September 20, 2000.*262 Kenneth L. Anderson, Lewiston, ID, for Debtor.
C. Barry Zimmerman, Coeur d'Alene, ID, Chapter 13 Trustee.
MEMORANDUM OF DECISION
TERRY L. MYERS, Bankruptcy Judge.
BACKGROUND
The Trustee objects to confirmation of the Debtor's proposed Chapter 13 plan. After a hearing was held on August 18, 2000, the Court took this matter under advisement. The following constitutes the Court's findings of fact and conclusions of law. Rule 7052.
FACTS
Darcy Estes ("Debtor") filed her chapter 13 petition and schedules on March 15, 2000. On Schedule D (secured debts), she listed $15,000 in loans she had taken from her 401K retirement fund.[1] Schedule B reflects her 401K is worth $40,000. She claims the 401K fully exempt on Schedule C.[2]
She includes within her Schedule I a monthly payroll deduction of $302.00 to service this 401K loan. Schedule I and J indicate a disposable income of $315.00 per month. The Debtor's proposed plan is consistent, and provides for 36 monthly payments of $315.00 to the Trustee, and indicates the $302.00 per month will be paid directly or "outside the plan" to repay the loan from her 401K plan.[3] The Debtor's budget does not propose any continuing contributions to her 401K plan.

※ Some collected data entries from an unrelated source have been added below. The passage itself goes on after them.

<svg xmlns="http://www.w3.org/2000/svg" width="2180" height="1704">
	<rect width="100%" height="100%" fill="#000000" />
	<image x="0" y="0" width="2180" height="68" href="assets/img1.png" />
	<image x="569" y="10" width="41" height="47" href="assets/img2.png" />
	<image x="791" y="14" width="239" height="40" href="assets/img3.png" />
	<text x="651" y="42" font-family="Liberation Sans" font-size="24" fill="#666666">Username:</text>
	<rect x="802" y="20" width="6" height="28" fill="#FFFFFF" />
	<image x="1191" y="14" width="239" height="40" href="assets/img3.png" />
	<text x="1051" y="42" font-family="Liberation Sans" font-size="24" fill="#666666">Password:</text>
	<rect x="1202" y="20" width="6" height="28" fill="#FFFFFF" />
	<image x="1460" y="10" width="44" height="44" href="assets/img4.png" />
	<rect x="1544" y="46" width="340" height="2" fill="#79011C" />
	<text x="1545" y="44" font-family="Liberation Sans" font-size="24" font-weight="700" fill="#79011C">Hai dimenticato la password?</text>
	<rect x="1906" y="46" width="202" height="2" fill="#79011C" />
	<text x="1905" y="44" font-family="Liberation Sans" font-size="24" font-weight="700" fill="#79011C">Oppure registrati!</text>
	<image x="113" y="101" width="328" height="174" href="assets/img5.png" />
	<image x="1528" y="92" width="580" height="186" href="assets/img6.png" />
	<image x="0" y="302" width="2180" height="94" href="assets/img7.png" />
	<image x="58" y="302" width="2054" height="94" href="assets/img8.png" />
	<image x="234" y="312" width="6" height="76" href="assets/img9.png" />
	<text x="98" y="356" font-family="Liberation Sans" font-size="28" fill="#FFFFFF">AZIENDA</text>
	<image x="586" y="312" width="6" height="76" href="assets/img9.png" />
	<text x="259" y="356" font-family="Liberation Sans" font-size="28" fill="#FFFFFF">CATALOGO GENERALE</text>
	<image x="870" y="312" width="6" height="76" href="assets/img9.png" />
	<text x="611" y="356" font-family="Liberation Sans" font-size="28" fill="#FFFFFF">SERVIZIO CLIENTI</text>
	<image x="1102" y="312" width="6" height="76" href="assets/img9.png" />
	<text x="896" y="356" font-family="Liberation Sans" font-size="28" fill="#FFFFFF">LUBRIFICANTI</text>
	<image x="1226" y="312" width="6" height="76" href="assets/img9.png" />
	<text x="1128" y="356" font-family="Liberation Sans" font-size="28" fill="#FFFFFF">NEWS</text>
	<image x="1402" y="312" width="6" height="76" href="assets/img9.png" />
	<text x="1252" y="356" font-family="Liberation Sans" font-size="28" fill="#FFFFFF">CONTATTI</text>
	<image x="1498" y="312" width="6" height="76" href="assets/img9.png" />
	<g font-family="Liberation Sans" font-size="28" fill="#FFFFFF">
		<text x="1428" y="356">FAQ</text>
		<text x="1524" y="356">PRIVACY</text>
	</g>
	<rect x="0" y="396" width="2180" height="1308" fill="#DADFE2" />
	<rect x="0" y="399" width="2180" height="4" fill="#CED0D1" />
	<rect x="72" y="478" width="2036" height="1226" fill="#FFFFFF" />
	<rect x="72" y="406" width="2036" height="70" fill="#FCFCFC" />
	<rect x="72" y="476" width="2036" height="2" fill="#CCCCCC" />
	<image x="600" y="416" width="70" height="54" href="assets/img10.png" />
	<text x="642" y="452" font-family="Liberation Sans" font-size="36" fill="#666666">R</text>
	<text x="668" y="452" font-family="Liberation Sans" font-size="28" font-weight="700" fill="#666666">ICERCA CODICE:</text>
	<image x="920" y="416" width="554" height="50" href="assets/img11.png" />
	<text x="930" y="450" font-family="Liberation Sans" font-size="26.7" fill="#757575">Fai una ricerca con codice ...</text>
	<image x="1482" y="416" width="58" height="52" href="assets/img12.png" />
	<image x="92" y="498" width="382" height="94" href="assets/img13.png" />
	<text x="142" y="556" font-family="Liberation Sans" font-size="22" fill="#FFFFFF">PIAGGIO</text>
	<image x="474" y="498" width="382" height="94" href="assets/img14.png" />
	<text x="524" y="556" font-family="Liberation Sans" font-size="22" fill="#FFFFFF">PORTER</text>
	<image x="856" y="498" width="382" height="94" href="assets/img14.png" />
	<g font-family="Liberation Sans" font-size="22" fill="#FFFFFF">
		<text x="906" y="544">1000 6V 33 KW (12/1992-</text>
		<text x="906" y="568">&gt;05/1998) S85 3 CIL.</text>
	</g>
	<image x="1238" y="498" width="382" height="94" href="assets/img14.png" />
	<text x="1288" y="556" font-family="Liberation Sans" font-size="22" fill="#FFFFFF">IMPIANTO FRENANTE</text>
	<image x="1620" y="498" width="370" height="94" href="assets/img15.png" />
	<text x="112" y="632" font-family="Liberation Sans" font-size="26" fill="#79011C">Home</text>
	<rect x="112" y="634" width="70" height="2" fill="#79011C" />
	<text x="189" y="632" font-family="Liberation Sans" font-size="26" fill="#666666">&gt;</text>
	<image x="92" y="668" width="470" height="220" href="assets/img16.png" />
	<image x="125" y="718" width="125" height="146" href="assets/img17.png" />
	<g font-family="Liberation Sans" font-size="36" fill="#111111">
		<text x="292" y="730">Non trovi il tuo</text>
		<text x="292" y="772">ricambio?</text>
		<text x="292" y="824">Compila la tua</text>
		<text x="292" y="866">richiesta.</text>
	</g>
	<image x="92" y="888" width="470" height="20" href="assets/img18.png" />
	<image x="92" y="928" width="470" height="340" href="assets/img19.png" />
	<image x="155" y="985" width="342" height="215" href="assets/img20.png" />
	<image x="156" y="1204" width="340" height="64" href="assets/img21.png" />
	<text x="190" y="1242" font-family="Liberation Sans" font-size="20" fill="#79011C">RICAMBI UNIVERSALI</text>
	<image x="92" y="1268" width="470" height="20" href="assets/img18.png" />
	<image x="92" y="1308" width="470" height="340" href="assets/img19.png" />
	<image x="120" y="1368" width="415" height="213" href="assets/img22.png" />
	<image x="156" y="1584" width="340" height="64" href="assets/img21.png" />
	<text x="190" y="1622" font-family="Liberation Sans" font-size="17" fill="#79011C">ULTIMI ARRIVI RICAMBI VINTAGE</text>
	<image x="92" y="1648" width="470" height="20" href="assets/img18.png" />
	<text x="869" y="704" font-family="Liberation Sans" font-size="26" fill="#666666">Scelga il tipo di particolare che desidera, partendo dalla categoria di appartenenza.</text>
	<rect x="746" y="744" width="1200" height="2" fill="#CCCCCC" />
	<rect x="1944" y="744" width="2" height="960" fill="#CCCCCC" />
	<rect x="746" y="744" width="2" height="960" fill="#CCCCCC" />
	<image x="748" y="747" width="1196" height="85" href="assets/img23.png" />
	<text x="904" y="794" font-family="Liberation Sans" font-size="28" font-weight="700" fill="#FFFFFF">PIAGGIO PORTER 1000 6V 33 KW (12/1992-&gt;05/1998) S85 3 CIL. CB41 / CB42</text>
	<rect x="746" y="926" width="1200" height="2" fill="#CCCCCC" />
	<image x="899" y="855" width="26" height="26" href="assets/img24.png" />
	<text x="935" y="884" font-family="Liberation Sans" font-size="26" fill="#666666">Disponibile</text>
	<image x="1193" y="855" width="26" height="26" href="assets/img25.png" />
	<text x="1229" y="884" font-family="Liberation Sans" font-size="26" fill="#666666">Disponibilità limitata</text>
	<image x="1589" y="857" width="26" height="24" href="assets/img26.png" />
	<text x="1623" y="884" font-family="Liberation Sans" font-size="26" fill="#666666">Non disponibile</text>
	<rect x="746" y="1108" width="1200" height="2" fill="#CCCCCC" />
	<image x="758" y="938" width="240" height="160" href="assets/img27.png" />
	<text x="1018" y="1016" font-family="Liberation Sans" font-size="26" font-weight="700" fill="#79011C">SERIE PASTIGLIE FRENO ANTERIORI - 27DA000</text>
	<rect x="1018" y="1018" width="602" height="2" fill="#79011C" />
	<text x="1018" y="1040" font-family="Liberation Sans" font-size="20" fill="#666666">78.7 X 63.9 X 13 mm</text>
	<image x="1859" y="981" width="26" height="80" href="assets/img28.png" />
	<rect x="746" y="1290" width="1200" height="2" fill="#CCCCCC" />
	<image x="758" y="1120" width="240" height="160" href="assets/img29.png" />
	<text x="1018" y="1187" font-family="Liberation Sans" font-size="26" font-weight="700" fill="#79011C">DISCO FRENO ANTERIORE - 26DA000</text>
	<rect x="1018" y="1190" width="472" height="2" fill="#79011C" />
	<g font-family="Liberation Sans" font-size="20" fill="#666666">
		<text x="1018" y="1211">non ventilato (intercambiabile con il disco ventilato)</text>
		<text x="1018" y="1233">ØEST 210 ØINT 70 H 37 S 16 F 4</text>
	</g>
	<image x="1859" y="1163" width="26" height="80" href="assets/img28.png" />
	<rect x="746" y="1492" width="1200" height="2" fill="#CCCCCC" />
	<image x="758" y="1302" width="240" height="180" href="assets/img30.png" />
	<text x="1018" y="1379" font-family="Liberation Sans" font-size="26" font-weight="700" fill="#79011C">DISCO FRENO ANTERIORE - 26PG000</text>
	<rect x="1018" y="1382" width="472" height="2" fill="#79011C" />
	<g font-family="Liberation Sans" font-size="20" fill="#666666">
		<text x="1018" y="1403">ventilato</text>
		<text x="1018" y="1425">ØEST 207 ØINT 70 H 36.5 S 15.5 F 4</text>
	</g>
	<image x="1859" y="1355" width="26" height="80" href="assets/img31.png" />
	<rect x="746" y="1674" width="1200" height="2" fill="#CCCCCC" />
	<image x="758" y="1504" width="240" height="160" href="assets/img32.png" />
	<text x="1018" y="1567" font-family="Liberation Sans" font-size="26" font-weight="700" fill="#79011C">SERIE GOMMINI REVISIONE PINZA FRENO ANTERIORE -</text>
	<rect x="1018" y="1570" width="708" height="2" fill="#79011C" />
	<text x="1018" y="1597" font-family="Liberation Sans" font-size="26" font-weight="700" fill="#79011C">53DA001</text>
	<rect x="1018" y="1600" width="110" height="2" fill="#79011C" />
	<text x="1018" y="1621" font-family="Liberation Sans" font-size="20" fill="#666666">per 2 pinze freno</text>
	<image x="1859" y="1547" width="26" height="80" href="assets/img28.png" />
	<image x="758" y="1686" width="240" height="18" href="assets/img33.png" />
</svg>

The Trustee objects to confirmation of the Debtor's proposed plan, asserting that not all of her disposable income is devoted to the plan, and thus the requirements of § 1325(b)(1)(B) are not fulfilled.[4] The Debtor in turn asks the Court to find these loan payments of $302.00 per month are reasonably necessary for her maintenance or support, and thus are properly excluded from the calculation of her disposable income.
DISCUSSION
When unsecured creditors are to receive less than full payment on their claims, *263 § 1325(b)(1)(B) requires that a debtor devote all of her "disposable income" to the chapter 13 plan for three years. "Disposable income" is defined as "Income which is received by the debtor and which is not reasonably necessary to be expended for the maintenance or support of the debtor or a dependent of the debtor." § 1325(b)(2)(A). If all of Debtor's disposable income is not committed, the Chapter 13 plan cannot be confirmed over the Trustee's objection. Therefore, in determining whether Debtor's proposed plan should be confirmed, this Court must decide whether repayments to her 401K account should be included in the calculation of her disposable income.
In In re Cavanaugh, 175 B.R. 369, 94 I.B.C.R. 219 (Bankr.D.Idaho 1994), this Court distinguished between "mandatory" and "voluntary" contributions to pension plans through payroll deductions. It held that, if such contributions are voluntary, they are not necessary for the maintenance or support of the debtor, and thus must be included in disposable income. On the other hand, if the contributions are mandatory, they are excluded from disposable income. 175 B.R. at 373, 94 I.B.C.R. at 221. Cavanaugh remains the rule in this District. In re Williams, 98.3 I.B.C.R. 57 (Bankr.D.Idaho 1998).
While neither Cavanaugh or Williams expressly considered repayment of a loan taken from a 401K fund,[5] such a repayment is not "mandatory" in the sense there discussed. See, e.g., Cavanaugh, 175 B.R. at 373, 94 I.B.C.R. at 221, n. 4, citing as illustrative of a "mandatory" contribution, In re Colon Vazquez, 111 B.R. 19, 20 (Bankr.D.Puerto Rico 1990) because Puerto Rican law required deduction from a teacher's payroll for establishment of a savings account. The parties here appear to agree that, while there is an economic consequence suffered by a debtor who doesn't restore her retirement fund, the repayment of the loan is voluntary, not required by law or contract.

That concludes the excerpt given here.